What is interesting about your question is that we are so used to hearing about harassment the other way around that our immediate reaction, as seen from your friends, is to ridicule the scenario. The fact is that your situation is as important as that of a female worker subjected to innuendo from men and you have every right to want this to be taken seriously.
Unfortunately your mates typify what is wrong in so many places.
They listen to you talk about work, but are imagining your job as a fantasy sexual arena.
Ganging-up against the odd-one-out begins at school and sadly never really leaves us. It is a sick part of human nature. My first piece of advice therefore is to try not to take it too personally. If you were the only left-handed person in an office or you were the only red head you would still experience stupid and senseless prejudice.
Try to clarify in your own mind what your colleagues are doing that is really offensive. Write down examples and maintain a log. Sexual harassment can be tricky to define, so before you start reporting your colleagues be sure of your facts. Do they touch you or make frequent comments about their own or your sexual activities? Do they force you into doing “men’s” chores such as lifting heavy brochures more often than are prepared to do?
Divide and rule:
Do they really act against you as one consolidated unit? Surely at least one of the women is worth talking to alone. Don’t fall into the trap of thinking they are all they same. I am sure that most of them are decent when apart from the group. Work on building a friendship with one person. It would be better with someone to whom you have no physical attraction (and vice-versa). You will then develop a professional relationship that is built on what you have in common. In time she will distance herself from the remarks of the others. Once the other people realise that you can be taken seriously, they will follow.

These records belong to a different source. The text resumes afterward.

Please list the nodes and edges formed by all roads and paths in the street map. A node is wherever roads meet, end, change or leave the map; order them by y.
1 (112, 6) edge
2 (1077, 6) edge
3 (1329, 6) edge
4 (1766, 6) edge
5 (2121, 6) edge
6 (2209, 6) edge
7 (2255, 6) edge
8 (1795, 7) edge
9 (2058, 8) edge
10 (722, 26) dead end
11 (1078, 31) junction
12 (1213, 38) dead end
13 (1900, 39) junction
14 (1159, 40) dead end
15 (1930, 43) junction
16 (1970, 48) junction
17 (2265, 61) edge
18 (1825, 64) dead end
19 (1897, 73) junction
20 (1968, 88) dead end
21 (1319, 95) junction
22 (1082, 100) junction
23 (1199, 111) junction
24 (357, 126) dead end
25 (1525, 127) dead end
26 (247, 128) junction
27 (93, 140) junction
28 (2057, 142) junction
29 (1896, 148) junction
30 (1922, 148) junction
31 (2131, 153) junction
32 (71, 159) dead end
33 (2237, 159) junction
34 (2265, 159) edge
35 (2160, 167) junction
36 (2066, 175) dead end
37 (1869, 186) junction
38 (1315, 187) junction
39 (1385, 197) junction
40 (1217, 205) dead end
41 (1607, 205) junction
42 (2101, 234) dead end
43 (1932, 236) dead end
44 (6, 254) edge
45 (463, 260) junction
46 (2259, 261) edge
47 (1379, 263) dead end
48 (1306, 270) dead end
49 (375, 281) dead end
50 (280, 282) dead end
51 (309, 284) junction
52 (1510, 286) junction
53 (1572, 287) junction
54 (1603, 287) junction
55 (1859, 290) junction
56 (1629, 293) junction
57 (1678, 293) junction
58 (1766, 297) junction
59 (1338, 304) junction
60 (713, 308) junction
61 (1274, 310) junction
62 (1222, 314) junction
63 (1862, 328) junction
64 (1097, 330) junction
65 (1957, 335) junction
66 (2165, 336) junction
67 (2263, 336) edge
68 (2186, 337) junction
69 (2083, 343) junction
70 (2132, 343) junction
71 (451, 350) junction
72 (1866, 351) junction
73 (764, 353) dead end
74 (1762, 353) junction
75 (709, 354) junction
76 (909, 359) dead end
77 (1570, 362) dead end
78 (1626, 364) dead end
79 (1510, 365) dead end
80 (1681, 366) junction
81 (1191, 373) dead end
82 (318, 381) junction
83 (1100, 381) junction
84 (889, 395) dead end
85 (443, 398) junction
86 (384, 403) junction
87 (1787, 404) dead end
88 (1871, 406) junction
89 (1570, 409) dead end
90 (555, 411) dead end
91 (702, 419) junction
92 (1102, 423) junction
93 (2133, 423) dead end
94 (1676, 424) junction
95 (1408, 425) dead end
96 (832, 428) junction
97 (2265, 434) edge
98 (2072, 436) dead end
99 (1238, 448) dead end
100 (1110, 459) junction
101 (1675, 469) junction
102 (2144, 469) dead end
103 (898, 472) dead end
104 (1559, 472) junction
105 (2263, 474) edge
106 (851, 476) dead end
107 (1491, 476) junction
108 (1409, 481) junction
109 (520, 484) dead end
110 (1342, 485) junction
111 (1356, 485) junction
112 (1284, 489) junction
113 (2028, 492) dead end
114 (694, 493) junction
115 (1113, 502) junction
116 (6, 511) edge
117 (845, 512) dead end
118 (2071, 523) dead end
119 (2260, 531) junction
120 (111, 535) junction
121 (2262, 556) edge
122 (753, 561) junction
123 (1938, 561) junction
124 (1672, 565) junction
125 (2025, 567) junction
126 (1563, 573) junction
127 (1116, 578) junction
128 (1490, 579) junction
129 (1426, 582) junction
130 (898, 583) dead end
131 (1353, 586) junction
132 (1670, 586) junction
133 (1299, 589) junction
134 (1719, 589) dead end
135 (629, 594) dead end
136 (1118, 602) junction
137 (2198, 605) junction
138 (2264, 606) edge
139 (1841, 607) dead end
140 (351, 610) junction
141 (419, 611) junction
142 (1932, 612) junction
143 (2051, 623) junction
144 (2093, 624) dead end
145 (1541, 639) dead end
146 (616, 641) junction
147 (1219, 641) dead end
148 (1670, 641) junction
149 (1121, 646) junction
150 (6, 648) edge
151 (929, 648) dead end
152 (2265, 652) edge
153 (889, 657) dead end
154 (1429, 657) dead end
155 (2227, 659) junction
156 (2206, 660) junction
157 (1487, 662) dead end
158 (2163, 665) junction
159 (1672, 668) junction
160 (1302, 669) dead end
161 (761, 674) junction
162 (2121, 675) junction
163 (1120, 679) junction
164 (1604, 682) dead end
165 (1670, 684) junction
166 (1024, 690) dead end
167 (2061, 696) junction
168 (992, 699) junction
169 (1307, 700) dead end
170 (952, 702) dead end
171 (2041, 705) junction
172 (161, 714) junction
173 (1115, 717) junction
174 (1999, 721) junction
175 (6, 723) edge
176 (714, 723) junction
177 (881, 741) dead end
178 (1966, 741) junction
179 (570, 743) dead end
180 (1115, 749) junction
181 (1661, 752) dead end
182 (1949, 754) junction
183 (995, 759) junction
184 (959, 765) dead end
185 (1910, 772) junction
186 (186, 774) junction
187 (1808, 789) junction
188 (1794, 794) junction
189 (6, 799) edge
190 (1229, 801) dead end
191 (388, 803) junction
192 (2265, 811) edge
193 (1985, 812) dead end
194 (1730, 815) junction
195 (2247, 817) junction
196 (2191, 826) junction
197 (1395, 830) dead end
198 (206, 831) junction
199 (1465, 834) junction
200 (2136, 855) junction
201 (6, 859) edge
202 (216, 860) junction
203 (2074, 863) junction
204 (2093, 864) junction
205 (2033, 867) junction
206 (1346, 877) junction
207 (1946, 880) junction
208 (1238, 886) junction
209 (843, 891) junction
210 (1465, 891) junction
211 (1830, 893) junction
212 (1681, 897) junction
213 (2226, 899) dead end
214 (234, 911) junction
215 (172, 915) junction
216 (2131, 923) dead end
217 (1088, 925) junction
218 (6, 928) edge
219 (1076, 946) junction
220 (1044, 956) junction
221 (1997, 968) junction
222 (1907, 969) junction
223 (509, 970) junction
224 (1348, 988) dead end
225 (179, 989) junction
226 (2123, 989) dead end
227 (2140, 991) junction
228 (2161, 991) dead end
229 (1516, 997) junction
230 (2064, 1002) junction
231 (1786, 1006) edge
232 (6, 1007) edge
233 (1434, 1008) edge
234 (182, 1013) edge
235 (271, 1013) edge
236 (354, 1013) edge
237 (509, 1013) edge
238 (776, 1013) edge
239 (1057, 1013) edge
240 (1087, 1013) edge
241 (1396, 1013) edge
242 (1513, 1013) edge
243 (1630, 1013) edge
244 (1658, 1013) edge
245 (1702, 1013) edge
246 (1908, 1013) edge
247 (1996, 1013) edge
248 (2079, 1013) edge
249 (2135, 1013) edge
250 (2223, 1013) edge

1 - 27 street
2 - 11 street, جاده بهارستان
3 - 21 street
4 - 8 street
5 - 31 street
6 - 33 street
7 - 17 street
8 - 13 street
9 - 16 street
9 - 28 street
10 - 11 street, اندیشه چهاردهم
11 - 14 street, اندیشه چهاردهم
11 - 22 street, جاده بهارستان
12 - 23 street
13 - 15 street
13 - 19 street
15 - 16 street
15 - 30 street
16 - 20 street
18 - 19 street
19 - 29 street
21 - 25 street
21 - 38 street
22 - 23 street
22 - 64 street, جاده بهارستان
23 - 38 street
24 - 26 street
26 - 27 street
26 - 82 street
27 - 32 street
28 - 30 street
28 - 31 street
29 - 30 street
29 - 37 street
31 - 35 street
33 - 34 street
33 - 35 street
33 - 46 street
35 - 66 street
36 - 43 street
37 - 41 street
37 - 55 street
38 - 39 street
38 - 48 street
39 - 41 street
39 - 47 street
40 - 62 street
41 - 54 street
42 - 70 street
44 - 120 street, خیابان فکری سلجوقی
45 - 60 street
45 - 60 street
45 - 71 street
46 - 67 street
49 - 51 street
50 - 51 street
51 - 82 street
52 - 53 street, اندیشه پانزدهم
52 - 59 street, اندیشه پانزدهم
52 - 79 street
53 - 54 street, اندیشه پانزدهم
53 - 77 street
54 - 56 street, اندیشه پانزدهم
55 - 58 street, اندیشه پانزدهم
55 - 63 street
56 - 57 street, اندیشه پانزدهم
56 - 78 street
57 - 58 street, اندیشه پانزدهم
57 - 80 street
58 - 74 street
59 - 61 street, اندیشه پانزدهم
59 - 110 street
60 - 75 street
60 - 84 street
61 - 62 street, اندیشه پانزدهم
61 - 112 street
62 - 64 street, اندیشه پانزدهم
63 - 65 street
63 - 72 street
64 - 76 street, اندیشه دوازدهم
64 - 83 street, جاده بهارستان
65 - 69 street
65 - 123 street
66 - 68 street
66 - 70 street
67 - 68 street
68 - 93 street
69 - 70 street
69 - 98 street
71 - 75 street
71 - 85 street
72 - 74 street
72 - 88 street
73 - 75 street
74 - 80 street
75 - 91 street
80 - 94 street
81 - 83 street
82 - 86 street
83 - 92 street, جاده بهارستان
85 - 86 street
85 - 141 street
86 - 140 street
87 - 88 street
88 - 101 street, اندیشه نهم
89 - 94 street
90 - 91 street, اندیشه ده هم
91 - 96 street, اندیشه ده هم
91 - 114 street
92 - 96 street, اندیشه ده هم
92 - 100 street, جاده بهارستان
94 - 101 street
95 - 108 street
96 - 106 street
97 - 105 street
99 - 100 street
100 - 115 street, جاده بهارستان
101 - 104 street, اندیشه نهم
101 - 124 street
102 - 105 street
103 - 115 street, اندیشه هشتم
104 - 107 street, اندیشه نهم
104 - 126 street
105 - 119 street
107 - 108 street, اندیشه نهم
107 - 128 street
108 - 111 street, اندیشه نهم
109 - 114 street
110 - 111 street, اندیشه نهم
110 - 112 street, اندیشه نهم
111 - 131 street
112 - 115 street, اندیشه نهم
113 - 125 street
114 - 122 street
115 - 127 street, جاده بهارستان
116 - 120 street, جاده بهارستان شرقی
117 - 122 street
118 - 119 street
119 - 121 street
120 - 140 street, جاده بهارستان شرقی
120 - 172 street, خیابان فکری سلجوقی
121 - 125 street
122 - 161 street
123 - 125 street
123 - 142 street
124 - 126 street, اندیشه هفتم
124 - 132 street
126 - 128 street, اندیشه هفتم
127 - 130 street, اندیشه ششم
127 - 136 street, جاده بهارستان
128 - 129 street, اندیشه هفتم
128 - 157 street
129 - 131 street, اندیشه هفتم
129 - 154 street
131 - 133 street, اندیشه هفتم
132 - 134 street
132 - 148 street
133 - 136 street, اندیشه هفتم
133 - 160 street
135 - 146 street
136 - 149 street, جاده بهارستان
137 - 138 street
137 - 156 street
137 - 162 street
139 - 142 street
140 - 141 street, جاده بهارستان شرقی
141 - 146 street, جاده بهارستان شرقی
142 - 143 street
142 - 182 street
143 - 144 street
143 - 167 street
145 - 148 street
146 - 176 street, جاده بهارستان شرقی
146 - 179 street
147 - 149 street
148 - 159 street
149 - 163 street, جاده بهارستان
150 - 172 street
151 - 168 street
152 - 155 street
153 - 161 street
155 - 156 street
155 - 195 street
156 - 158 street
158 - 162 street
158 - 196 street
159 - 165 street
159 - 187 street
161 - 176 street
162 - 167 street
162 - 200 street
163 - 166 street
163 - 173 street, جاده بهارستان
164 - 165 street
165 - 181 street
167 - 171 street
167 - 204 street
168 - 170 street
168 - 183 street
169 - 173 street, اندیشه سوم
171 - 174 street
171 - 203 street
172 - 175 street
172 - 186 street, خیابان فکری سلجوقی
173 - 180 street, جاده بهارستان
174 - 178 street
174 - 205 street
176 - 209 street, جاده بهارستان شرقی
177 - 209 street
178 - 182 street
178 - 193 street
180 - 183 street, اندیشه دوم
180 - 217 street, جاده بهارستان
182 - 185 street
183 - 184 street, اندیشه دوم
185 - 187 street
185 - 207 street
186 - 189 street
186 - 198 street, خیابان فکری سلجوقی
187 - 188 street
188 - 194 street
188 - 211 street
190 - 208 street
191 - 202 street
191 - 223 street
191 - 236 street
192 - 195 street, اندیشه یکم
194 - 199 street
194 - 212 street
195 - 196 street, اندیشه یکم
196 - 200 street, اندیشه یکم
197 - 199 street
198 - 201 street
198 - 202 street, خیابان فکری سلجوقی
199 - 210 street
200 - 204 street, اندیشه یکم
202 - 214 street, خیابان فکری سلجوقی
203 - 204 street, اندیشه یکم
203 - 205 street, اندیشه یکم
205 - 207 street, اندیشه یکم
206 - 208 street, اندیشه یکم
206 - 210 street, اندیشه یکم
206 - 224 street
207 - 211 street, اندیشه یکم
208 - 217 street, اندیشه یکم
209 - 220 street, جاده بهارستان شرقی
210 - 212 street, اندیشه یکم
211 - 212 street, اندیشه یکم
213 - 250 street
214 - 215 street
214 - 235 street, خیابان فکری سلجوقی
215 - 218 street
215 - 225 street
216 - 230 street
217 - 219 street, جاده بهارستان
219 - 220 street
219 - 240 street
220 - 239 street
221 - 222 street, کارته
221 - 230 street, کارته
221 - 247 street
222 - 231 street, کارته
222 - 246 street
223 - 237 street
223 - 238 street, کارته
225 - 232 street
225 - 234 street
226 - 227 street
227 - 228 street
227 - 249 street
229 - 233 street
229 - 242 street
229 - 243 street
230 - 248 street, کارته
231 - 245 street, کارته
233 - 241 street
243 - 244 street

Overall I’d say this is a human rather than a gender issue and please don’t allow it to influence the way you think about women. The truth is that anyone can be horrible to anyone else and we should maintain awareness of this.
As bad as it is for you, neither you or I (as men) have experienced the pressure of wearing certain types of shoe or ‘flattering’ clothes to work. Women continue to treated worse than men and as a victim yourself you now have the awareness that avoids most men. Maybe you can use it to broader advantage.